WORK INSTRUCTIONS: From the data below, copy each line that includes the word "Likas".

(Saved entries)
##############################

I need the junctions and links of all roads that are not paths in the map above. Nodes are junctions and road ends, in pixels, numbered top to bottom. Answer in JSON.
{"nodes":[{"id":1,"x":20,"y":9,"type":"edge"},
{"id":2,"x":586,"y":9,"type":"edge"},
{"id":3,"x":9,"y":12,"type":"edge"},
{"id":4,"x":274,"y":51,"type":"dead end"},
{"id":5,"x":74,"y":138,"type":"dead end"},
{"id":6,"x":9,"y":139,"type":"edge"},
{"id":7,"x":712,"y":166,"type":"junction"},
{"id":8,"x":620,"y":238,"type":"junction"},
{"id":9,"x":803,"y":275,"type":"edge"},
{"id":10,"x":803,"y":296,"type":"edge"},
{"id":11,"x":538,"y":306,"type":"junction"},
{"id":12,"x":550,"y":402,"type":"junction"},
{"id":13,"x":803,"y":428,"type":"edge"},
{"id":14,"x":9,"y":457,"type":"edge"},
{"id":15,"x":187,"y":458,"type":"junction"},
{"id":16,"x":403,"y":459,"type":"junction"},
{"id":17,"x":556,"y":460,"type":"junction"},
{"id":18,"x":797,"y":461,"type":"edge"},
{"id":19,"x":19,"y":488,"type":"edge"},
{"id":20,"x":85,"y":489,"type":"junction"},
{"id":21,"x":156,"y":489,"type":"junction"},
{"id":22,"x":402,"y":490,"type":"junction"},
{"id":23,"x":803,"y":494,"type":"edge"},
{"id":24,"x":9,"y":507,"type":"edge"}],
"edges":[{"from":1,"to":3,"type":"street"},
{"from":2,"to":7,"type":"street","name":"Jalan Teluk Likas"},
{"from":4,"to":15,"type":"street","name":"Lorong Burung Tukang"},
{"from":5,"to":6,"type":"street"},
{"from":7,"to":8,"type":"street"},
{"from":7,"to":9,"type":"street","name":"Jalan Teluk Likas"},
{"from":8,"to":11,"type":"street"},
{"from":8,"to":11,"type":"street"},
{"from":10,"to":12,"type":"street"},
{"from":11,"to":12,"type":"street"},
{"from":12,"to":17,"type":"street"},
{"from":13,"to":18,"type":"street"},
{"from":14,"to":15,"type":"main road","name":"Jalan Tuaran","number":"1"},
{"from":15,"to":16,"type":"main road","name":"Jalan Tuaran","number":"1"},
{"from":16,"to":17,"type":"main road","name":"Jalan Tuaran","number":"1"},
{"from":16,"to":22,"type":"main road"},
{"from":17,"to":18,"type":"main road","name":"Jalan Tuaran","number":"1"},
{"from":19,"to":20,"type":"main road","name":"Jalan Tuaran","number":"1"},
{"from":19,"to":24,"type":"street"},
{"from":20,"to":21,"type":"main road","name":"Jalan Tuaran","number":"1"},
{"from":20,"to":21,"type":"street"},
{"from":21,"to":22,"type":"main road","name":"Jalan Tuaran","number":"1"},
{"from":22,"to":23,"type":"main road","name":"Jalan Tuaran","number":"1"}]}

##############################

ANSWER TO THIS TASK:
{"from":2,"to":7,"type":"street","name":"Jalan Teluk Likas"},
{"from":7,"to":9,"type":"street","name":"Jalan Teluk Likas"},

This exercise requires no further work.